In de Nederlandse praktijk blijkt van dat laatste niet zo veel. Hier is de zuivel van de voedselgigant helemaal niet gentechsojavrij en het bedrijf bagatelliseert de problemen die de sojaproductie met zich meebrengt: ‘dat beetje soja in het koeienvoer is toch duurzaam geproduceerd en bovendien eigenlijk een restproduct’, gebruikt het bedrijf als argumenten.

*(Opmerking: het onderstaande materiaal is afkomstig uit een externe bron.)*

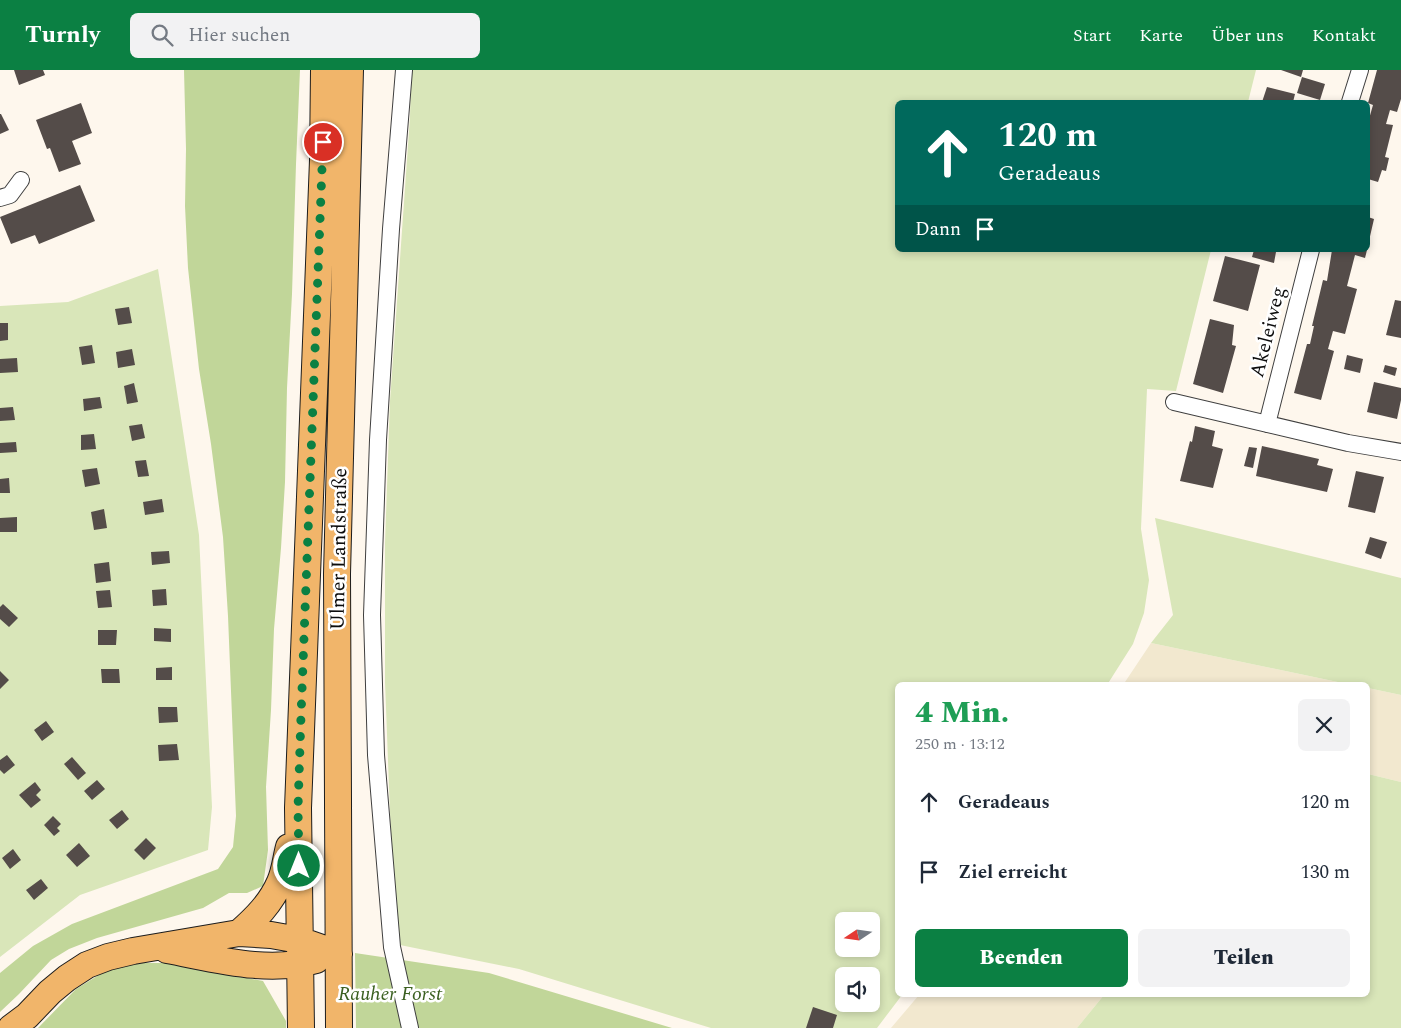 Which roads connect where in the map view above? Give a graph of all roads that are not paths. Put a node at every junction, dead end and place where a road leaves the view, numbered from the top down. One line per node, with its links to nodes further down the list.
1 (324, 70): 12 (main road, Ulmer Landstraße)
2 (350, 70): 16 (main road, Ulmer Landstraße)
3 (404, 70): 20 (street)
4 (1360, 70): 5 (street)
5 (1351, 100)
6 (21, 180): 7 (street)
7 (0, 198)
8 (1310, 252): 10 (street, Akeleiweg)
9 (1174, 402): 10 (street)
10 (1268, 424): 11 (street)
11 (1401, 452)
12 (298, 808): 13 (main road); 15 (main road, Ulmer Landstraße)
13 (239, 933): 14 (main road); 15 (main road)
14 (155, 948): 15 (main road); 17 (main road)
15 (300, 953): 16 (main road); 18 (main road, Ulmer Landstraße)
16 (339, 954): 19 (main road, Ulmer Landstraße)
17 (20, 1024)
18 (301, 1028)
19 (339, 1028)
20 (410, 1028)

Blijft de vraag: waarom in Duitsland wel en hier niet? “Als we dat in Nederland zouden willen doen, zouden we veel meer grond nodig hebben. Het gaat maar om duizend Duitse boeren, terwijl we het in Nederland over 13 duizend hebben. Die Duitse koeien produceren ook nog eens minder: het gaat helemaal niet zo goed met de Duitse melkveehouderij”, aldus woordvoerder Jan-Willem ter Avest van FrieslandCampina. “Maar we staan open voor experimenten met Europees veevoer.” Voorlopig is het in de praktijk te duur, meent het bedrijf.
Importheffing
Daarmee zijn we terug bij de veevoereconomie. Moet er niet wat aan de handelspolitieke knoppen worden gedraaid? Want dáár ligt toch ook de oorzaak van de sojastromen die de wereld overgaan? Dus bijvoorbeeld weer een importheffing op Amerikaanse soja? Zodat Europese veevoer – met bijbehorende ecologische kringloop – een echte kans krijgt?

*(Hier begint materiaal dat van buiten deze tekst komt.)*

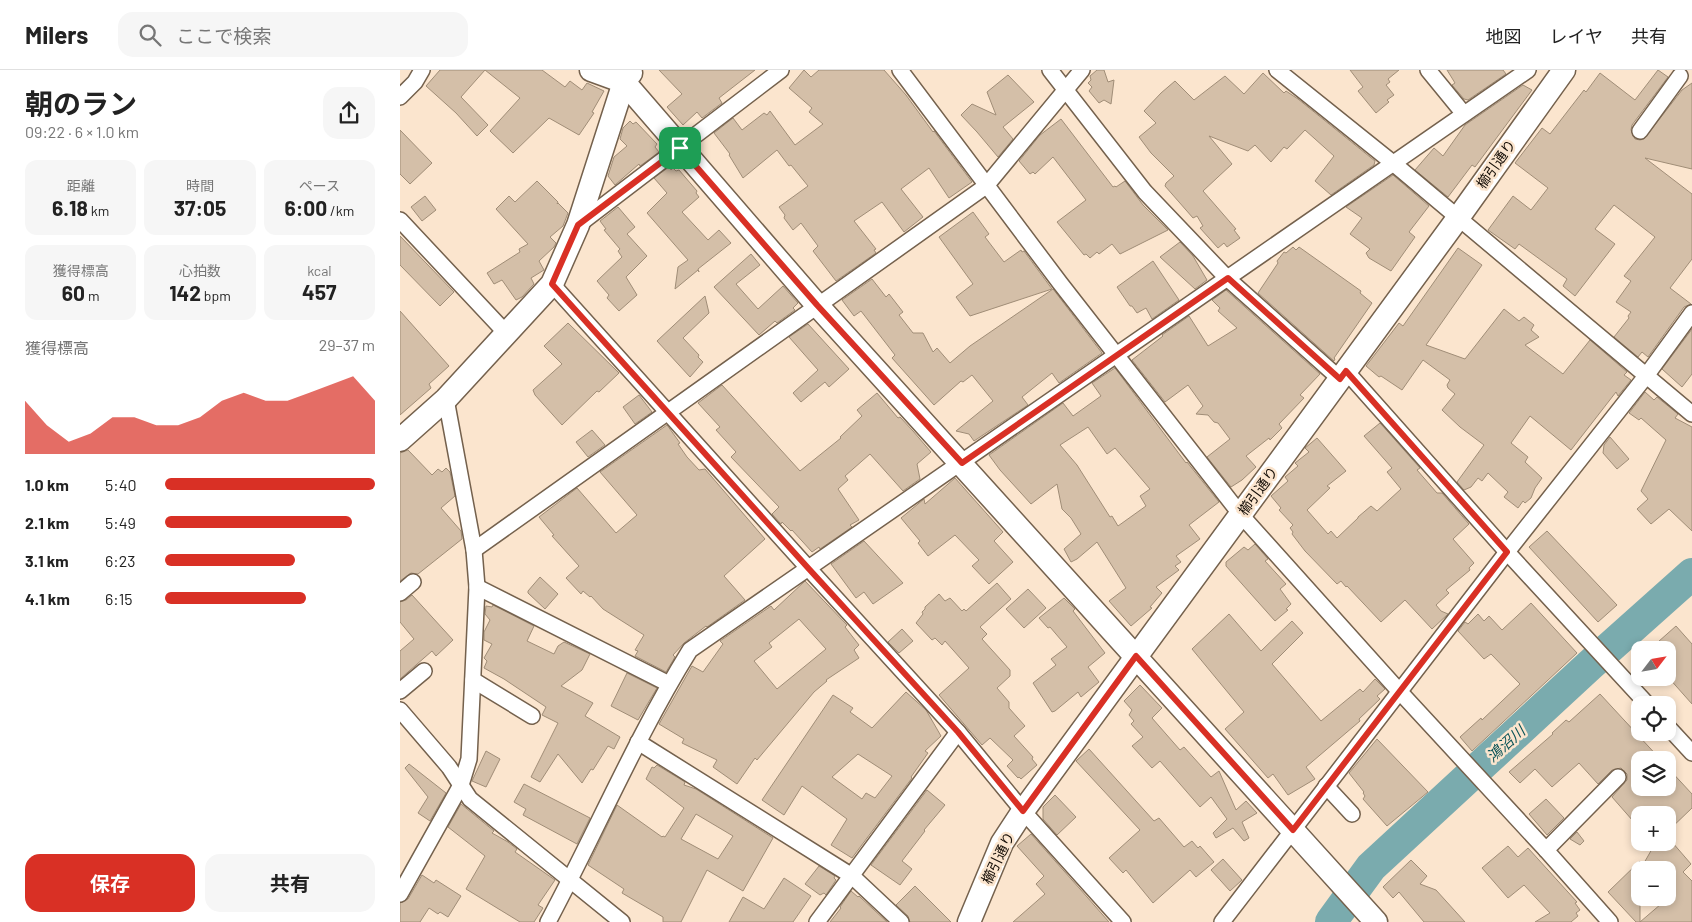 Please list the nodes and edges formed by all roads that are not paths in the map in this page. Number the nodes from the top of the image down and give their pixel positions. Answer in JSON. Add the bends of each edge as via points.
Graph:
{"nodes":[{"id":1,"x":422,"y":70,"type":"edge"},
{"id":2,"x":591,"y":70,"type":"edge"},
{"id":3,"x":781,"y":70,"type":"edge"},
{"id":4,"x":900,"y":70,"type":"edge"},
{"id":5,"x":1050,"y":70,"type":"edge"},
{"id":6,"x":1082,"y":70,"type":"edge"},
{"id":7,"x":1277,"y":70,"type":"edge"},
{"id":8,"x":1428,"y":70,"type":"edge"},
{"id":9,"x":1528,"y":70,"type":"edge"},
{"id":10,"x":1560,"y":71,"type":"edge"},
{"id":11,"x":1676,"y":73,"type":"edge"},
{"id":12,"x":628,"y":76,"type":"edge"},
{"id":13,"x":1692,"y":86,"type":"edge"},
{"id":14,"x":1066,"y":91,"type":"junction"},
{"id":15,"x":400,"y":97,"type":"edge"},
{"id":16,"x":1464,"y":114,"type":"junction"},
{"id":17,"x":1640,"y":131,"type":"dead end"},
{"id":18,"x":680,"y":148,"type":"junction"},
{"id":19,"x":1393,"y":162,"type":"junction"},
{"id":20,"x":986,"y":186,"type":"junction"},
{"id":21,"x":1458,"y":218,"type":"junction"},
{"id":22,"x":400,"y":220,"type":"edge"},
{"id":23,"x":578,"y":225,"type":"junction"},
{"id":24,"x":1228,"y":278,"type":"junction"},
{"id":25,"x":552,"y":284,"type":"junction"},
{"id":26,"x":817,"y":305,"type":"junction"},
{"id":27,"x":1692,"y":313,"type":"edge"},
{"id":28,"x":507,"y":334,"type":"junction"},
{"id":29,"x":1117,"y":356,"type":"junction"},
{"id":30,"x":1343,"y":375,"type":"junction"},
{"id":31,"x":1646,"y":376,"type":"junction"},
{"id":32,"x":446,"y":399,"type":"junction"},
{"id":33,"x":669,"y":412,"type":"junction"},
{"id":34,"x":1692,"y":414,"type":"edge"},
{"id":35,"x":400,"y":440,"type":"edge"},
{"id":36,"x":962,"y":463,"type":"junction"},
{"id":37,"x":1241,"y":515,"type":"junction"},
{"id":38,"x":474,"y":550,"type":"junction"},
{"id":39,"x":1507,"y":552,"type":"junction"},
{"id":40,"x":809,"y":569,"type":"junction"},
{"id":41,"x":413,"y":582,"type":"dead end"},
{"id":42,"x":477,"y":588,"type":"junction"},
{"id":43,"x":400,"y":593,"type":"edge"},
{"id":44,"x":1136,"y":656,"type":"junction"},
{"id":45,"x":424,"y":671,"type":"dead end"},
{"id":46,"x":473,"y":680,"type":"junction"},
{"id":47,"x":669,"y":684,"type":"junction"},
{"id":48,"x":400,"y":691,"type":"edge"},
{"id":49,"x":1400,"y":692,"type":"junction"},
{"id":50,"x":1640,"y":696,"type":"edge"},
{"id":51,"x":400,"y":710,"type":"edge"},
{"id":52,"x":532,"y":716,"type":"dead end"},
{"id":53,"x":958,"y":732,"type":"junction"},
{"id":54,"x":1676,"y":736,"type":"edge"},
{"id":55,"x":638,"y":742,"type":"junction"},
{"id":56,"x":1692,"y":753,"type":"edge"},
{"id":57,"x":1618,"y":777,"type":"dead end"},
{"id":58,"x":461,"y":785,"type":"junction"},
{"id":59,"x":1326,"y":786,"type":"junction"},
{"id":60,"x":1023,"y":811,"type":"junction"},
{"id":61,"x":1352,"y":814,"type":"dead end"},
{"id":62,"x":1293,"y":830,"type":"junction"},
{"id":63,"x":1546,"y":850,"type":"junction"},
{"id":64,"x":852,"y":876,"type":"junction"},
{"id":65,"x":570,"y":881,"type":"junction"},
{"id":66,"x":400,"y":894,"type":"edge"},
{"id":67,"x":548,"y":922,"type":"edge"},
{"id":68,"x":622,"y":922,"type":"edge"},
{"id":69,"x":818,"y":922,"type":"edge"},
{"id":70,"x":900,"y":922,"type":"edge"},
{"id":71,"x":969,"y":922,"type":"edge"},
{"id":72,"x":1124,"y":922,"type":"edge"},
{"id":73,"x":1222,"y":922,"type":"edge"},
{"id":74,"x":1376,"y":922,"type":"edge"},
{"id":75,"x":1610,"y":922,"type":"edge"}],
"edges":[{"from":1,"to":15,"type":"street"},
{"from":2,"to":12,"type":"street"},
{"from":3,"to":18,"type":"street"},
{"from":4,"to":20,"type":"street"},
{"from":5,"to":14,"type":"street"},
{"from":6,"to":14,"type":"street"},
{"from":7,"to":19,"type":"street"},
{"from":8,"to":16,"type":"street"},
{"from":9,"to":16,"type":"street"},
{"from":10,"to":21,"type":"street","name":"櫛引通り"},
{"from":11,"to":13,"type":"street"},
{"from":11,"to":17,"type":"street"},
{"from":12,"to":18,"type":"street"},
{"from":12,"to":23,"type":"street"},
{"from":14,"to":20,"type":"street"},
{"from":14,"to":24,"type":"street","via":[[1145,192]]},
{"from":16,"to":19,"type":"street"},
{"from":18,"to":23,"type":"street"},
{"from":18,"to":26,"type":"street"},
{"from":19,"to":21,"type":"street"},
{"from":19,"to":24,"type":"street"},
{"from":20,"to":26,"type":"street"},
{"from":20,"to":29,"type":"street"},
{"from":21,"to":30,"type":"street","name":"櫛引通り"},
{"from":21,"to":31,"type":"street"},
{"from":22,"to":28,"type":"street"},
{"from":23,"to":25,"type":"street"},
{"from":24,"to":29,"type":"street"},
{"from":24,"to":30,"type":"street"},
{"from":25,"to":28,"type":"street"},
{"from":25,"to":33,"type":"street"},
{"from":26,"to":33,"type":"street"},
{"from":26,"to":36,"type":"street"},
{"from":27,"to":31,"type":"street"},
{"from":28,"to":32,"type":"street"},
{"from":29,"to":36,"type":"street"},
{"from":29,"to":37,"type":"street"},
{"from":30,"to":37,"type":"street","name":"櫛引通り"},
{"from":30,"to":39,"type":"street"},
{"from":31,"to":34,"type":"street"},
{"from":31,"to":39,"type":"street"},
{"from":32,"to":35,"type":"street"},
{"from":32,"to":38,"type":"street"},
{"from":33,"to":38,"type":"street"},
{"from":33,"to":40,"type":"street"},
{"from":36,"to":40,"type":"street"},
{"from":36,"to":44,"type":"street"},
{"from":37,"to":44,"type":"street","name":"櫛引通り"},
{"from":37,"to":49,"type":"street"},
{"from":38,"to":42,"type":"street"},
{"from":39,"to":49,"type":"street"},
{"from":39,"to":50,"type":"street"},
{"from":40,"to":47,"type":"street","via":[[690,650]]},
{"from":40,"to":53,"type":"street"},
{"from":41,"to":43,"type":"street"},
{"from":42,"to":46,"type":"street"},
{"from":42,"to":47,"type":"street"},
{"from":44,"to":60,"type":"street","name":"櫛引通り"},
{"from":44,"to":62,"type":"street"},
{"from":45,"to":48,"type":"street"},
{"from":46,"to":52,"type":"street"},
{"from":46,"to":58,"type":"street","via":[[470,759]]},
{"from":47,"to":55,"type":"street"},
{"from":49,"to":59,"type":"street"},
{"from":49,"to":63,"type":"street"},
{"from":51,"to":58,"type":"street"},
{"from":53,"to":60,"type":"street"},
{"from":53,"to":64,"type":"street"},
{"from":54,"to":56,"type":"street"},
{"from":55,"to":64,"type":"street"},
{"from":55,"to":65,"type":"street"},
{"from":57,"to":63,"type":"street"},
{"from":58,"to":65,"type":"street","via":[[470,799]]},
{"from":58,"to":66,"type":"street"},
{"from":59,"to":61,"type":"street"},
{"from":59,"to":62,"type":"street"},
{"from":60,"to":71,"type":"street","name":"櫛引通り","via":[[1002,843]]},
{"from":60,"to":72,"type":"street"},
{"from":62,"to":73,"type":"street"},
{"from":62,"to":74,"type":"street"},
{"from":63,"to":75,"type":"street"},
{"from":64,"to":69,"type":"street"},
{"from":64,"to":70,"type":"street"},
{"from":65,"to":67,"type":"street"},
{"from":65,"to":68,"type":"street"}]}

Hoogleraar Rob van Haren gelooft niet dat dat haalbaar is: “Dat is vechten tegen de bierkaai, verloren energie, niet aan beginnen.” Liever focust hij op de eigen kracht van sojavrije producten als het Lupinevarken: “Ik was op de Slow Food beurs in Italië en daar vonden de Italianen het erg lekker. Je moet je concentreren op smaak en kwaliteit.”
Maar dat is een ‘nichemarkt’, vindt Hans van Kessel, akkerbouwer en bestuurslid van de Nederlandse Akkerbouw Vereniging, opgericht omdat akkerbouwers zich niet meer thuisvoelden bij de LTO: “Die offert andere agrarische belangen op aan de machtige intensieve veehouderij.”
De NAV is een groot voorstander van het opnieuw verbouwen van veevoer in Nederland en vindt een importheffing op Amerikaans veevoer wél een goed idee. “Toegegeven, daar krijg je nog niet veel handen voor op elkaar. Maar ik ben een jaar of zes met dat onderwerp bezig. Eerst was ik daarin een eenling, dat is al lang niet meer zo.” Vanuit consumenten, supermarkt en Europese politici komt er een steeds grotere roep om, vanwege de voedselzekerheid, weer meer eigen veevoer te verbouwen. “De overheid kan stimuleren dat akkerbouwers weer een fatsoenlijke prijs krijgen voor bonen en erwten. Ik ben daar positief over: er vindt een kentering plaats.”